_Extracted data_:
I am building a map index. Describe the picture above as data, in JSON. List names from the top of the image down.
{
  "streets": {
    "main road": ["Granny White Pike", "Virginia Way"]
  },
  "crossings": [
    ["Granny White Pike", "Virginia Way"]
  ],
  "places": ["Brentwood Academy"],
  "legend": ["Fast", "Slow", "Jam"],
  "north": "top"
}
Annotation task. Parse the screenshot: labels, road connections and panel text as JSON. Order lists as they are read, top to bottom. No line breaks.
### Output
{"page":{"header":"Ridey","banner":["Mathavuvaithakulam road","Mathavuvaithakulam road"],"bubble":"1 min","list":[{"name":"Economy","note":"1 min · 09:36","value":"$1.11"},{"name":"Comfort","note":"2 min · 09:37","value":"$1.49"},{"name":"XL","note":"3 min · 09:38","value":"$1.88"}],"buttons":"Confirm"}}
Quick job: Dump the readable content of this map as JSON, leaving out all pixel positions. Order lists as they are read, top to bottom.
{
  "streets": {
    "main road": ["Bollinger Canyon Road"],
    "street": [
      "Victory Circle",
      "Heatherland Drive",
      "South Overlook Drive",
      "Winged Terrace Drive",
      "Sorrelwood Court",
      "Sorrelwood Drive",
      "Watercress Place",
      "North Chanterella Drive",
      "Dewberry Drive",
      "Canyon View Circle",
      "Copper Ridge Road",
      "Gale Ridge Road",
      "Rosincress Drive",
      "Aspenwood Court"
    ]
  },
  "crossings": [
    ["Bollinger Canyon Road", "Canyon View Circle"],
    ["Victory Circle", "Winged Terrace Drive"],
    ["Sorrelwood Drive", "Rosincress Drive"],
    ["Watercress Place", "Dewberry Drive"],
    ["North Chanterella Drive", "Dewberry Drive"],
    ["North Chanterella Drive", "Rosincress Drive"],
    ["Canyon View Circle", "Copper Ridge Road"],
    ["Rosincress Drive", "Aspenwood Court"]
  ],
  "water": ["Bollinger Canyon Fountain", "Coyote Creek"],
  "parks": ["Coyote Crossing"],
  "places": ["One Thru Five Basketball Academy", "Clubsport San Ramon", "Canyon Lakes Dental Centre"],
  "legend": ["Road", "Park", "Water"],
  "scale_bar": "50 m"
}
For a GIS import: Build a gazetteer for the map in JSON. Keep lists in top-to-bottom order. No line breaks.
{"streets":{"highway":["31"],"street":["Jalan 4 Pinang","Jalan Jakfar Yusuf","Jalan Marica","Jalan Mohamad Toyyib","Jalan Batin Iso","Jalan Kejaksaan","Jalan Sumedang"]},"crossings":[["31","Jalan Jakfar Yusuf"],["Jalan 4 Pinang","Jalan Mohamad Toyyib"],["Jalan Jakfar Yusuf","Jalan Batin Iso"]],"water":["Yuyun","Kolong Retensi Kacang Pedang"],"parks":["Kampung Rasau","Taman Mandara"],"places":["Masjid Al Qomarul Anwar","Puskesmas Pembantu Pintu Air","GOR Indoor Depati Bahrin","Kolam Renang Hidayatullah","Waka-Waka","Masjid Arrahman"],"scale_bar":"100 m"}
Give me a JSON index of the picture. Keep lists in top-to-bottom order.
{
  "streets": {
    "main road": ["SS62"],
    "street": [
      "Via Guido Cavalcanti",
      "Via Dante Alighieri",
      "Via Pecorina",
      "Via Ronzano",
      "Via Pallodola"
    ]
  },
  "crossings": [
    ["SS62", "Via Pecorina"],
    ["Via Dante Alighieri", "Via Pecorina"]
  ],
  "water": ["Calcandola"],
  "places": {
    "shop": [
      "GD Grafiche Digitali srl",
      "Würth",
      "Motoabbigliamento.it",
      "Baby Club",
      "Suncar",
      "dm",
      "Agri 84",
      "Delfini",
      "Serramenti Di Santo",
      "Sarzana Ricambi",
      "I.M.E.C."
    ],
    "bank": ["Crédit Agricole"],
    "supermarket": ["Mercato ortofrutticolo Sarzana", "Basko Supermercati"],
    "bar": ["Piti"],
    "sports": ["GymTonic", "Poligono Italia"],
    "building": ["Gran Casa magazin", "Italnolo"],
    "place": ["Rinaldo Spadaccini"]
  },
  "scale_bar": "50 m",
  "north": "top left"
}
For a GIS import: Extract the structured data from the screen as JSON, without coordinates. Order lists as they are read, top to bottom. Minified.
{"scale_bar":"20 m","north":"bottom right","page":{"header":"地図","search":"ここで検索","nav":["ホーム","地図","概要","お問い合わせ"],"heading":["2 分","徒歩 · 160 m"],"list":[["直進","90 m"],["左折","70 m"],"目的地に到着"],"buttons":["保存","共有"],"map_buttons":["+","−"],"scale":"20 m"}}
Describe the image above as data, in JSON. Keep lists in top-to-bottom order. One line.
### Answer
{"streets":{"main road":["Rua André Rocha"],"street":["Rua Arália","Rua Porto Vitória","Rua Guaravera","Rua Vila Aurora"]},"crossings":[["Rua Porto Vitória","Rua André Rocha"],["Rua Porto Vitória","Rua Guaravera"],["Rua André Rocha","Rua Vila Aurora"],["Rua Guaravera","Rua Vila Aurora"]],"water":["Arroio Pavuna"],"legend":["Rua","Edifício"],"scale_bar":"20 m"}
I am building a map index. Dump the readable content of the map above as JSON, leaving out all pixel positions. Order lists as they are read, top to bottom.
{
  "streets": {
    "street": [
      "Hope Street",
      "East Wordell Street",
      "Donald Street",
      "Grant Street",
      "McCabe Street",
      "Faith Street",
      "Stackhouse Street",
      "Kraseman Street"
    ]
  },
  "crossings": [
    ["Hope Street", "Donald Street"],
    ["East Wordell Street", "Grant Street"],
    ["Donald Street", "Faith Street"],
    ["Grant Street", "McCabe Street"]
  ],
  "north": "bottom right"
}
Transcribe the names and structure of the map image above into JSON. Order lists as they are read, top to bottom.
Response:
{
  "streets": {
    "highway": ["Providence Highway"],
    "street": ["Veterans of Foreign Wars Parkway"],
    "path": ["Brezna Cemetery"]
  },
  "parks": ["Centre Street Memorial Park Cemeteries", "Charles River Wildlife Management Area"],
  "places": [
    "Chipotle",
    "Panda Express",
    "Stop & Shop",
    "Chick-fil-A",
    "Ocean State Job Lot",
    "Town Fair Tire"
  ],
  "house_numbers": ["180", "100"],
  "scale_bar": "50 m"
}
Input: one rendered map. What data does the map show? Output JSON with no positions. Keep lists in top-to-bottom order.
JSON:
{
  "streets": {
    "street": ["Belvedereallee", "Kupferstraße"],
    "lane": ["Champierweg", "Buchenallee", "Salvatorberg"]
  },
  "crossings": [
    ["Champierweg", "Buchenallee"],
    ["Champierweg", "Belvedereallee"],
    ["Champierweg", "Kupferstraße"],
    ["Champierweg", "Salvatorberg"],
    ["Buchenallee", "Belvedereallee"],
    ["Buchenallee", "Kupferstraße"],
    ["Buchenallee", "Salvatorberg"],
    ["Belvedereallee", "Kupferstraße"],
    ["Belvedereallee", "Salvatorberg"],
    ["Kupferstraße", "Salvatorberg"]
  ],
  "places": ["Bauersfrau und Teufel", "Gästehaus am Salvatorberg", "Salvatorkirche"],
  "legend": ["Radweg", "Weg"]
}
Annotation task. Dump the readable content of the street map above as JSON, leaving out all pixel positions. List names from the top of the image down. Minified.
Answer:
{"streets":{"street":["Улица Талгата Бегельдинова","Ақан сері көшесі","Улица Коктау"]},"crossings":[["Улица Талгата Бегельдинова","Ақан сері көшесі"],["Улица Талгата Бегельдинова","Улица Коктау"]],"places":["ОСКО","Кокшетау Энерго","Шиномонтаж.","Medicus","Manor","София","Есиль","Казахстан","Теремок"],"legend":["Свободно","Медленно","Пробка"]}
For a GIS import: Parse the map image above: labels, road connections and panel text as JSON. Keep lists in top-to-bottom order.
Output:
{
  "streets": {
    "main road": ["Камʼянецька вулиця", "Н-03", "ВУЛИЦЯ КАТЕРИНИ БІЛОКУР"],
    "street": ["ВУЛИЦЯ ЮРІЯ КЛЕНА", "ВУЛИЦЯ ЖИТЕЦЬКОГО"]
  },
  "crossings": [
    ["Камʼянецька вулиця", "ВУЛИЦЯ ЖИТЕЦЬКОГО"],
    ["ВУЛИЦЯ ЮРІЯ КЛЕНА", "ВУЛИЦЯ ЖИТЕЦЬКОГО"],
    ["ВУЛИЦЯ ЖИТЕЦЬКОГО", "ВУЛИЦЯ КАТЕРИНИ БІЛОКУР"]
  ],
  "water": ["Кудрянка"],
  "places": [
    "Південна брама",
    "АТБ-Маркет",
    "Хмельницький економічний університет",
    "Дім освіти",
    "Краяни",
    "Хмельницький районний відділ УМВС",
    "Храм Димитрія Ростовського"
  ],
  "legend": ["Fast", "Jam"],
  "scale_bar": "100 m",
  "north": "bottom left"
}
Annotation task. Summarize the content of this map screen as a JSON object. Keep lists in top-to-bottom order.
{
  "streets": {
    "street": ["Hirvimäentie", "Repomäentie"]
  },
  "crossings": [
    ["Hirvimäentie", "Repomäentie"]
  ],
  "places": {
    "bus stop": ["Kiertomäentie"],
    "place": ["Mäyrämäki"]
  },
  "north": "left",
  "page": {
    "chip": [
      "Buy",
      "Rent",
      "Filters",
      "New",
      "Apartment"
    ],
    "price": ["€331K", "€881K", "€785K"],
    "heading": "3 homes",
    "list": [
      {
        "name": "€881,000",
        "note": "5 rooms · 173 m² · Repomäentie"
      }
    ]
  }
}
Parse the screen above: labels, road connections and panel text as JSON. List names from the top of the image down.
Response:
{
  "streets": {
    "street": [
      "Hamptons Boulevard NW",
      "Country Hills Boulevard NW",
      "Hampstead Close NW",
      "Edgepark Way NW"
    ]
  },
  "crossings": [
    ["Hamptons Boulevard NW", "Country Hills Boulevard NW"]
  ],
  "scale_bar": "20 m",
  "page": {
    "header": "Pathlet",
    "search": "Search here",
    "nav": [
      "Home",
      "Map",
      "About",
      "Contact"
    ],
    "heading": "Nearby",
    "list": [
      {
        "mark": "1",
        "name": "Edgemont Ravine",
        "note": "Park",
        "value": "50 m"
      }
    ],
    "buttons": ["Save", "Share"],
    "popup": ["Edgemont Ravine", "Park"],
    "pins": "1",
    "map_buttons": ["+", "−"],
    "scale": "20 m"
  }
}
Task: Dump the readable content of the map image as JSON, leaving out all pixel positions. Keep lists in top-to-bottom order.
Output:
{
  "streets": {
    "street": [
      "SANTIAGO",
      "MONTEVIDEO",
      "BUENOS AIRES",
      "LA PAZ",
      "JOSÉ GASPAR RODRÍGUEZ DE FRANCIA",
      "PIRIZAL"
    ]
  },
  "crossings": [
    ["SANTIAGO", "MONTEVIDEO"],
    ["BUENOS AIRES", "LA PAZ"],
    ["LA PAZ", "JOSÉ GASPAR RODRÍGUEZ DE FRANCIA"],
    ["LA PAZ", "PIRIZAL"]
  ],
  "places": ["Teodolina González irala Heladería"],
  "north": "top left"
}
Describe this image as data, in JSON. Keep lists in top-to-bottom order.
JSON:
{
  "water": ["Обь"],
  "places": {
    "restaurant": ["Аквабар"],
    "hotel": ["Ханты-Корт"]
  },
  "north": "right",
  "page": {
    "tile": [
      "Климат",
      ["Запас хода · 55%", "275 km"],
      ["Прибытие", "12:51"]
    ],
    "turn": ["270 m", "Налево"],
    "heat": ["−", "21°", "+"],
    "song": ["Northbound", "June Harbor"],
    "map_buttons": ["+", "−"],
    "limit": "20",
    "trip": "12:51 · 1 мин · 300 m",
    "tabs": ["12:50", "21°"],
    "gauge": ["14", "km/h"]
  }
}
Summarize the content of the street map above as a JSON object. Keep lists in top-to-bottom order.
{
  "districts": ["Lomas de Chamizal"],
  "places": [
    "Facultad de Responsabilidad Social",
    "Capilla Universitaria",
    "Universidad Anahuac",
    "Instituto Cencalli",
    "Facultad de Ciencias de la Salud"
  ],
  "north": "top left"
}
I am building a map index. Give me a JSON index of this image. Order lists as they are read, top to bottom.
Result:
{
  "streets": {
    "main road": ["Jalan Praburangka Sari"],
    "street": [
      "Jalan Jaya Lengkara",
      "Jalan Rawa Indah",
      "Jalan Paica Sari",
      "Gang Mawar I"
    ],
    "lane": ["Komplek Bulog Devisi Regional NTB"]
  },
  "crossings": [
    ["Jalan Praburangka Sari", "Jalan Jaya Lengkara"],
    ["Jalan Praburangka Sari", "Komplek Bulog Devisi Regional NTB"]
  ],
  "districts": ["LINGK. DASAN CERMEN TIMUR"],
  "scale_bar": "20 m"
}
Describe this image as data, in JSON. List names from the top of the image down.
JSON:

_Description of the task_: No line should appear in the answer except those from the one containing "Describe this image as data, in JSON. Keep" through the last line of the listing, each retyped exactly.

_Solution_:
Describe this image as data, in JSON. Keep lists in top-to-bottom order.
JSON:
{
  "water": ["Обь"],
  "places": {
    "restaurant": ["Аквабар"],
    "hotel": ["Ханты-Корт"]
  },
  "north": "right",
  "page": {
    "tile": [
      "Климат",
      ["Запас хода · 55%", "275 km"],
      ["Прибытие", "12:51"]
    ],
    "turn": ["270 m", "Налево"],
    "heat": ["−", "21°", "+"],
    "song": ["Northbound", "June Harbor"],
    "map_buttons": ["+", "−"],
    "limit": "20",
    "trip": "12:51 · 1 мин · 300 m",
    "tabs": ["12:50", "21°"],
    "gauge": ["14", "km/h"]
  }
}
Summarize the content of the street map above as a JSON object. Keep lists in top-to-bottom order.
{
  "districts": ["Lomas de Chamizal"],
  "places": [
    "Facultad de Responsabilidad Social",
    "Capilla Universitaria",
    "Universidad Anahuac",
    "Instituto Cencalli",
    "Facultad de Ciencias de la Salud"
  ],
  "north": "top left"
}
I am building a map index. Give me a JSON index of this image. Order lists as they are read, top to bottom.
Result:
{
  "streets": {
    "main road": ["Jalan Praburangka Sari"],
    "street": [
      "Jalan Jaya Lengkara",
      "Jalan Rawa Indah",
      "Jalan Paica Sari",
      "Gang Mawar I"
    ],
    "lane": ["Komplek Bulog Devisi Regional NTB"]
  },
  "crossings": [
    ["Jalan Praburangka Sari", "Jalan Jaya Lengkara"],
    ["Jalan Praburangka Sari", "Komplek Bulog Devisi Regional NTB"]
  ],
  "districts": ["LINGK. DASAN CERMEN TIMUR"],
  "scale_bar": "20 m"
}
Describe this image as data, in JSON. List names from the top of the image down.
JSON:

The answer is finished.